OK, so the issue arises due to single line data.table
(i.e. no previous gates) converting the empty dims to "NA"
in .preprocess_csv()
:
for(col in colnames(dt))
{
if(col != "collapseDataForGating")
{
newCol <- dt[[col]]
dt[, (col):= as.character(newCol)]
}
}
This is passed to preprocess_row()
where the dim_count
check is performed:
dim_count <- length(strsplit(split = ",", dims)[[1]])
The above returns 1
when dims = "NA"
thus bypassing this check and allowing the code to proceed.
On the other hand, if there are other gates defined in the template, dims
is converted to ""
as we would expect and dim_count = 0
but this causes the dim_count
check to fail due to the restriction on allowed gating methods here:
if (!dim_count %in% c(1, 2)) {
if (!(dim_count == 0 && gm %in% c("polyFunctions", "boolGate", "refGate"))) {
stop(popName, " has invalid number of dimensions: ", dim_count)
}
}
I have pushed the fix try again
Thanks @mikejiang, looks like it the sampling gating method is working now. I will test the clustering gating method today. I will let you know if I encounter any issues.
Once these changes have been made, can I submit a new PR with the other changes that I would like to make (I will close the old PR to save me some time)?
Please review the proposed additional changes below and let me know if there are any that you don't want to make:
dims
in gh_generate_template()
.gatingTemplate()
constructor.stop.at
node in gt_gating()
.I'm not sure about the first one, the rest two looks ok
@mikejiang, could we also update your changes to .preprocess_row()
to cover the NA
dims case as well, since this is the default in gs_add_gating_method()
? At least then if you don't supply any dims
to gs_add_gating_method()
gating can still proceed. The below change to .preprocess_row()
works well in testing:
if(popName == "*" ){
if(alias == "*"|| dims %in% c("", NA))
return(this_row)
else
return(.gen_dummy_ref_gate(this_row))
}
@mikejiang, the first change is more for consistency with the other columns in the gatingTemplate that return NA
for empty entries - dims
seems to be unique in that it returns ""
instead. I can easily work around this on my end, the other changes are far more important.
Hi @mikejiang, one additional change I would like to make is to get the gating to work properly when groupBy=NA
and collapseDataForGating=TRUE
. At the moment, each sample is placed in its own group, when instead all the samples should be collapsed into the same group. I have add to add a dummy variable to pData()

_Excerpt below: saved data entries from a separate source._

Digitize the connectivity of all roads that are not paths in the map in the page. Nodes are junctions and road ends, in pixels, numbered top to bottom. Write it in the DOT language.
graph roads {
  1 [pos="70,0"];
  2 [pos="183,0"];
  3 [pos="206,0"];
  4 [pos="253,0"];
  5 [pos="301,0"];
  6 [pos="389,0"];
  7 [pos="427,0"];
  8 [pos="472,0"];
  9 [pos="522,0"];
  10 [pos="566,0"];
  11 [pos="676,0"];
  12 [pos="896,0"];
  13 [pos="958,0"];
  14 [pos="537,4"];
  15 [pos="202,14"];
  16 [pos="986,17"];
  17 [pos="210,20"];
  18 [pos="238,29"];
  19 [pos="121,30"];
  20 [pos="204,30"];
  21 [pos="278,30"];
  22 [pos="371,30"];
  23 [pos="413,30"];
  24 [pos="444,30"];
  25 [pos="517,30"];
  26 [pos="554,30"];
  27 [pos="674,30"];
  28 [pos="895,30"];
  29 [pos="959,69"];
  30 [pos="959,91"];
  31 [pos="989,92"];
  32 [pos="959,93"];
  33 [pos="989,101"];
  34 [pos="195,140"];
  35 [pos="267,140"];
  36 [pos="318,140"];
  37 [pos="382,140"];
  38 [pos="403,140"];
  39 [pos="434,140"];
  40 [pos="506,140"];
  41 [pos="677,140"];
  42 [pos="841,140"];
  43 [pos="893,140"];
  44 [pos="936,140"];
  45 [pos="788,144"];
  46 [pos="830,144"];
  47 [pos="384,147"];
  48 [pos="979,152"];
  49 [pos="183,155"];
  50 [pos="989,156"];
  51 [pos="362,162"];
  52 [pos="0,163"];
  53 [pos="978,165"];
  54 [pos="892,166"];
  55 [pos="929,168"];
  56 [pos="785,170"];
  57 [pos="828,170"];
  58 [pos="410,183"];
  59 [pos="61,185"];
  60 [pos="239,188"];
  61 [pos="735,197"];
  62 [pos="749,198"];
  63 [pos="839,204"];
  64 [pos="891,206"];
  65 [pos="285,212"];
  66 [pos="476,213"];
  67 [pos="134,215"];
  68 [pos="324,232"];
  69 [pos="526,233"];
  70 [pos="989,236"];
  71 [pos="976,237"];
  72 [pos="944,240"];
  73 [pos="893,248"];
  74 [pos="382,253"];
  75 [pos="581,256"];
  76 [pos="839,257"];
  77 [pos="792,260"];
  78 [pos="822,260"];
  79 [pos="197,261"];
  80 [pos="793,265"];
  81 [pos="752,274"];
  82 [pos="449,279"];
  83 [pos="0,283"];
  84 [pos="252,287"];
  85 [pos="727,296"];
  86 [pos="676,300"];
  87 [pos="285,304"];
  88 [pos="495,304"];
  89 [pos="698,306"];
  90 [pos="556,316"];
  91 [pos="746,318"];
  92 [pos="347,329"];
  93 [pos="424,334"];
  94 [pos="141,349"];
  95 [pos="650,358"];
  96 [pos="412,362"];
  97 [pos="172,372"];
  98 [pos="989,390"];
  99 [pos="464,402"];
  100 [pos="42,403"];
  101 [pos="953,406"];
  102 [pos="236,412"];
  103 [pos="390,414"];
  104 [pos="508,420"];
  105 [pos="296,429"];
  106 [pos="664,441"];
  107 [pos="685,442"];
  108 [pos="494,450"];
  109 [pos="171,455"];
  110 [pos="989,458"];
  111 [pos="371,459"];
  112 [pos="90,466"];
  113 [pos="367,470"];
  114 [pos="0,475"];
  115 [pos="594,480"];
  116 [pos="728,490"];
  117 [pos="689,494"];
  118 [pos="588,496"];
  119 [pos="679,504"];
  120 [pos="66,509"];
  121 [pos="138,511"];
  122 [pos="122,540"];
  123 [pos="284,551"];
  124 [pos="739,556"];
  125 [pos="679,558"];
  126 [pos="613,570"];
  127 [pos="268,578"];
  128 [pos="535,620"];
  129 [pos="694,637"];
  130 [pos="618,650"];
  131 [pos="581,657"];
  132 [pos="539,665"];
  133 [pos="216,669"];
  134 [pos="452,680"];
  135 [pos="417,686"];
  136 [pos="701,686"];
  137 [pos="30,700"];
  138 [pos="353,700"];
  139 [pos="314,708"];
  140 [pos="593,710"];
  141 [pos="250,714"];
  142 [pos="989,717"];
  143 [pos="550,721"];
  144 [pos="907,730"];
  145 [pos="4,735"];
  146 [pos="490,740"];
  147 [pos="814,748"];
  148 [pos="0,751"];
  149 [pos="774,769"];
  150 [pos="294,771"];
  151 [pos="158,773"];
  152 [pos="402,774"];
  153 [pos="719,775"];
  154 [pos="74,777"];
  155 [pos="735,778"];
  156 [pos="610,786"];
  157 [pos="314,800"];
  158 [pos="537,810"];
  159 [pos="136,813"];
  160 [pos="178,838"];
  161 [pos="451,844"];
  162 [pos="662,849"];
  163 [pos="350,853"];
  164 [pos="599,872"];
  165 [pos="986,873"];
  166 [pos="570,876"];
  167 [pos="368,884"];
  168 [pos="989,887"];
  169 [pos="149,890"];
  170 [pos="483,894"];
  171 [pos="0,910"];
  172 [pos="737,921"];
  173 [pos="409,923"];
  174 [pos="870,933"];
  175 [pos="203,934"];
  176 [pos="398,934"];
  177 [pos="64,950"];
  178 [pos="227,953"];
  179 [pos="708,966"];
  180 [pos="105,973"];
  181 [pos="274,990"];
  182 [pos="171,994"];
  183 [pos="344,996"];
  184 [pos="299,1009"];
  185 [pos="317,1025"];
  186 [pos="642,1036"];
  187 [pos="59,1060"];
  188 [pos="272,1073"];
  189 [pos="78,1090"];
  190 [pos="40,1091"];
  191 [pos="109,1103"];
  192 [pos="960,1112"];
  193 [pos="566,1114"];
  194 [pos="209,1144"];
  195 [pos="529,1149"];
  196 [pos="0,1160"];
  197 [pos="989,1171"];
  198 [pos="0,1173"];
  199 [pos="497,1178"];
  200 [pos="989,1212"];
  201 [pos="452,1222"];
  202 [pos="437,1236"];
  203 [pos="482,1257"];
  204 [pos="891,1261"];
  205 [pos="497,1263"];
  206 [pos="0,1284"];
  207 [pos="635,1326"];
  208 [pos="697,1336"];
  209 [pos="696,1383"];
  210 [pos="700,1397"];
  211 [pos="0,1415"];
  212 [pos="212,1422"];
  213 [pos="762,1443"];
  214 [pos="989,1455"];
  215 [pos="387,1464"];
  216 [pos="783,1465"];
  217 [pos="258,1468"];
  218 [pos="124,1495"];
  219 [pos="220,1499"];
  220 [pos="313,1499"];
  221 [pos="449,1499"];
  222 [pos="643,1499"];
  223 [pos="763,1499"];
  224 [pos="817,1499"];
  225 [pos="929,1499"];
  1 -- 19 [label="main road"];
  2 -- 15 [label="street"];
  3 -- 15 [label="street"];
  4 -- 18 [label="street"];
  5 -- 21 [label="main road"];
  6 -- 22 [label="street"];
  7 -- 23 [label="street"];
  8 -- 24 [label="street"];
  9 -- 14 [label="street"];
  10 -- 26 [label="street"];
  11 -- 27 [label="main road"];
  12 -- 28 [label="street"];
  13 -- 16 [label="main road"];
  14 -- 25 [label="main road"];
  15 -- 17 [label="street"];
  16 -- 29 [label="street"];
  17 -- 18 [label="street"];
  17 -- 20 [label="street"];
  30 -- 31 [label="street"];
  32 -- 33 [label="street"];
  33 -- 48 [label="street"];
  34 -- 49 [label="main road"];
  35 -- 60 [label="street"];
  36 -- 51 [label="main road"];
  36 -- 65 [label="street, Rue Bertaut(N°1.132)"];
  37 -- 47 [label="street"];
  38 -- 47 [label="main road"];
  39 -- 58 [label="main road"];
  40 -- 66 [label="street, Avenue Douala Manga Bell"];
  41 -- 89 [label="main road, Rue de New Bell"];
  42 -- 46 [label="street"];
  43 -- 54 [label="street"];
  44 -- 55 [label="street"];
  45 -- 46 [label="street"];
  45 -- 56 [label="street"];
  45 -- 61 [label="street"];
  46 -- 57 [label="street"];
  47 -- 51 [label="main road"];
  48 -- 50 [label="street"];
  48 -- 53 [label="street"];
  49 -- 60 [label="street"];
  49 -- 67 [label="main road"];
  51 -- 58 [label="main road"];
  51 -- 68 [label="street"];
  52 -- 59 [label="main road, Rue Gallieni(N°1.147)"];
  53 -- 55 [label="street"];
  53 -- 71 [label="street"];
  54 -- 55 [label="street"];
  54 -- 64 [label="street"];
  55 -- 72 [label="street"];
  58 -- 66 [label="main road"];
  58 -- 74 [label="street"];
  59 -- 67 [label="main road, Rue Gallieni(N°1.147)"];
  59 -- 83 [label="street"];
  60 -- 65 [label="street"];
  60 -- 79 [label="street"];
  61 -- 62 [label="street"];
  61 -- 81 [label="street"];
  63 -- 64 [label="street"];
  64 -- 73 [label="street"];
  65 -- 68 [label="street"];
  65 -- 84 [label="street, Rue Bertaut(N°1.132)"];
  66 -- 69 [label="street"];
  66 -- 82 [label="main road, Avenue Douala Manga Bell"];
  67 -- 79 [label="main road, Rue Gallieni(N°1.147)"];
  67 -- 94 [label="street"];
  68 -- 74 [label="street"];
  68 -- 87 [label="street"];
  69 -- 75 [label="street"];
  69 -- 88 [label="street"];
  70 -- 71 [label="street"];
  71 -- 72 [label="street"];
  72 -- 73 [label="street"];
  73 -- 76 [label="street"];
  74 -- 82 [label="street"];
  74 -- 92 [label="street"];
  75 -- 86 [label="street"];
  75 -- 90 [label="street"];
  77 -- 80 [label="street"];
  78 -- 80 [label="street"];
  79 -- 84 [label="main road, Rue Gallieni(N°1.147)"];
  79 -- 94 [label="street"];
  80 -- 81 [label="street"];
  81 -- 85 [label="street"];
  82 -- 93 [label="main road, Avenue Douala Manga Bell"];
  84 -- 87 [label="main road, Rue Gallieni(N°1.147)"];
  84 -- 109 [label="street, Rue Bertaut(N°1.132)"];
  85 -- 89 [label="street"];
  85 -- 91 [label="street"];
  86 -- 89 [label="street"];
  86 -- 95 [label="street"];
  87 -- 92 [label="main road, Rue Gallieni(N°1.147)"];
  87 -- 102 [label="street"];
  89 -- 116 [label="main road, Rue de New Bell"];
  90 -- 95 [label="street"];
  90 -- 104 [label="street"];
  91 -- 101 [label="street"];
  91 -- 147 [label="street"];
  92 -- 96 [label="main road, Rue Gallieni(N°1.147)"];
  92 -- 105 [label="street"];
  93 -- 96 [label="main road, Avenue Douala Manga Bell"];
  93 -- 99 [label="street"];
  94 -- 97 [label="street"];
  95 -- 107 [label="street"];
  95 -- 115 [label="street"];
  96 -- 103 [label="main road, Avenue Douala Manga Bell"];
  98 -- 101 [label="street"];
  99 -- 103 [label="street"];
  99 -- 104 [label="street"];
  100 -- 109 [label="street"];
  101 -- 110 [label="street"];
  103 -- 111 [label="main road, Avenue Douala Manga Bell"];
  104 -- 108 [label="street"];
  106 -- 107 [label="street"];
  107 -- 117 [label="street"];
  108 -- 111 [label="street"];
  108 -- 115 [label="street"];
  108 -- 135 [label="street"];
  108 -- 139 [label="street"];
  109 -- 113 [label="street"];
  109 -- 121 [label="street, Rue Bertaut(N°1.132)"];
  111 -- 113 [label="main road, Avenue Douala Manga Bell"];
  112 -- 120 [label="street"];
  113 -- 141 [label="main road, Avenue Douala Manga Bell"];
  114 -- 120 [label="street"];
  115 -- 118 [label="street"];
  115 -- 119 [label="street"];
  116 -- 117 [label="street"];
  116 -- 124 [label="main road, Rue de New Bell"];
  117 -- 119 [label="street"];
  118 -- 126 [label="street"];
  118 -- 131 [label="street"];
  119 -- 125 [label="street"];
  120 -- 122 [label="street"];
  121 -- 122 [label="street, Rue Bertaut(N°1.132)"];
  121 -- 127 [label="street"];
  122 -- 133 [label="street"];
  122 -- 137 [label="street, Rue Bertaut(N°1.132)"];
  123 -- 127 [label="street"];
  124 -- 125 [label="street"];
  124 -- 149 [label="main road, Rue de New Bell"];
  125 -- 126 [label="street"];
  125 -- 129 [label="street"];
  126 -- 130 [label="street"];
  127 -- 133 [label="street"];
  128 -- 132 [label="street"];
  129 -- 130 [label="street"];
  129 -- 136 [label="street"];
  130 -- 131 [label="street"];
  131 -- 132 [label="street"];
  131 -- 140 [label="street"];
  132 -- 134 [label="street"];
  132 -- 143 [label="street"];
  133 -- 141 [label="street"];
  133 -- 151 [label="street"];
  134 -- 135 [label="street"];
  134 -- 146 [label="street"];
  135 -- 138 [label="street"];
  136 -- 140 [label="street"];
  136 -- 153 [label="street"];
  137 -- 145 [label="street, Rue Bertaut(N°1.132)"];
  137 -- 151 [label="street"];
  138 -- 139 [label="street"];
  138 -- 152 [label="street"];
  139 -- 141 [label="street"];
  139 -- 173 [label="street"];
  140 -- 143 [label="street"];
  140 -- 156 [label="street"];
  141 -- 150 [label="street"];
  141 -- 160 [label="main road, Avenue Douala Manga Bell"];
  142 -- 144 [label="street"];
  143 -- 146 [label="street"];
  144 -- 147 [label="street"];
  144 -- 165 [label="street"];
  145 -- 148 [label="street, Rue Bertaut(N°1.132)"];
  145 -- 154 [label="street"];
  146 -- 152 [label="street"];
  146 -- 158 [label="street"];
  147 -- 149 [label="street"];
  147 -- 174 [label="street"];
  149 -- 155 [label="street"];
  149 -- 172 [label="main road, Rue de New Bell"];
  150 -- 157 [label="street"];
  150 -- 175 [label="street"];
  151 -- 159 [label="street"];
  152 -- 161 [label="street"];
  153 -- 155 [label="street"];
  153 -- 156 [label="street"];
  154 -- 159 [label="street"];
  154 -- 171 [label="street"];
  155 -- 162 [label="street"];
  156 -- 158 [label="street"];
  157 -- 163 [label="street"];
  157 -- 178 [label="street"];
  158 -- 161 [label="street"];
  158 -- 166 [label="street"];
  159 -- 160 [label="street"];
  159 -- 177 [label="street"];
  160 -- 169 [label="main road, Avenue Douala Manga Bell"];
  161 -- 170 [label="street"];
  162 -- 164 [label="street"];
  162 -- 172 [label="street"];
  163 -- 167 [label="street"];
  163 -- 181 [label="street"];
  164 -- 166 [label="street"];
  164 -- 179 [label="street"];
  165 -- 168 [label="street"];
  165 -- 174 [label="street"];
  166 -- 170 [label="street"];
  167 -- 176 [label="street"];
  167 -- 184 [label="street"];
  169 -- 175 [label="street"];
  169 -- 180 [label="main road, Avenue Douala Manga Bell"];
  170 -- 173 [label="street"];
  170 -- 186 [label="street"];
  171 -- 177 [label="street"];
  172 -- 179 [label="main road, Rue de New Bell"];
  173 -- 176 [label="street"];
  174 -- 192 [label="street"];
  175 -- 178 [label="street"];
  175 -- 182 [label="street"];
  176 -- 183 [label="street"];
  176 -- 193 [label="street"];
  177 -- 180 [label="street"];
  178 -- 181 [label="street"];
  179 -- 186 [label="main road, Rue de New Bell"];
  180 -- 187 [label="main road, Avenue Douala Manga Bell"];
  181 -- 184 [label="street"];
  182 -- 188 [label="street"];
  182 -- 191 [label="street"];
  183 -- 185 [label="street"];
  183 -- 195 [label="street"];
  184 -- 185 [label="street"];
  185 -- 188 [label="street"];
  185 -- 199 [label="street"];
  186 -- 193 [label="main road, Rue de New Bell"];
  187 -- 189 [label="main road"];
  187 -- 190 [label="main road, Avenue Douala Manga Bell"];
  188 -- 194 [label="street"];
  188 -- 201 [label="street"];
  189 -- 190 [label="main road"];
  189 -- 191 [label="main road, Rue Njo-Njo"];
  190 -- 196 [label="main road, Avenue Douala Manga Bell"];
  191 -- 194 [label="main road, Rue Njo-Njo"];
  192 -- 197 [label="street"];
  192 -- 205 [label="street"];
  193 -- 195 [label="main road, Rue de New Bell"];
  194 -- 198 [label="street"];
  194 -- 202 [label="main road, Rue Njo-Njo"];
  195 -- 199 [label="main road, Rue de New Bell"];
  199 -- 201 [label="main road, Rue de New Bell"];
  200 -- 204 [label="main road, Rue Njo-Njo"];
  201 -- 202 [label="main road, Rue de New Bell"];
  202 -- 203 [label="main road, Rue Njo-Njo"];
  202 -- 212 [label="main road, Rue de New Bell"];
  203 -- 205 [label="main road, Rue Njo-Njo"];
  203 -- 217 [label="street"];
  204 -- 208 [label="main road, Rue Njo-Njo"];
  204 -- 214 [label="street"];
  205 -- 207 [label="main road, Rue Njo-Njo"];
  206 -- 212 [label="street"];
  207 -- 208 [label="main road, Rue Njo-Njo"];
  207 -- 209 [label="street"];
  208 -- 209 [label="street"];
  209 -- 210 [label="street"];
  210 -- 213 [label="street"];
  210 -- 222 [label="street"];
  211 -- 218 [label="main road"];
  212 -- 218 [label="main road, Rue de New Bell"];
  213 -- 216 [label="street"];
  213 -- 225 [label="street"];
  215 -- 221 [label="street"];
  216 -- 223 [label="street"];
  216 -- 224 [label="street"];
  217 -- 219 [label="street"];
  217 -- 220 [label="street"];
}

to get around this up until now but I have taken a look at the code and it is just missing an else if
statement (gating-methods.R line 276 onwards):
if (groupBy != "" && isCollapse) {
#when x@collapse == FALSE,then ignore groupBy argument since grouping is only used for collapsed gating
split_by <- as.character(groupBy)
split_by_num <- as.numeric(split_by)
#split by every N samples
if(!is.na(split_by_num)){
nSamples <- length(parent_data)
if(nSamples==1){
split_by <- 1
}else{
split_by <- sample(rep(1:nSamples, each = split_by_num, length.out= nSamples))
}
}else{
#split by study variables
split_by <- strsplit(split_by, ":")[[1]]
split_by <- apply(pData(parent_data)[, split_by, drop = FALSE], 1, paste, collapse = ":")
split_by <- as.character(split_by)
}
} else if(groupBy == "" && isCollapse) { # ADDED THIS PART
split_by <- rep("all", length(parent_data))
} else {
split_by <- sampleNames(parent_data)
}
fslist <- split(parent_data, split_by)
Since the names of fslist
is required to order pp_res
we will need to have a standard name for the group in this case, I have just called it "all"
here to match the behaviour in CytoExploreR - but any name would do.
In testing, this fixes the issue I was having. Please let me know if this change is OK (also what name to give the group containing all samples) and I will include it in my new PR once your changes here have been pushed to master
.
I have also been testing the clustering gating method using factors and it seems to work well. I was just wondering if there is a way to bypass the default naming of the factor levels? I take care of this on my end so I don't need to prefix the factor levels with the name of the gating method. Perhaps I can avoid this by using a multipleFilterResult
instead? I will give this a try today.
Can you confirm this PR works as expected so that I can merge this first?
Sure no problem, I am just testing the FilterResult
method to see if that gets around the default factor level naming. I will report back soon.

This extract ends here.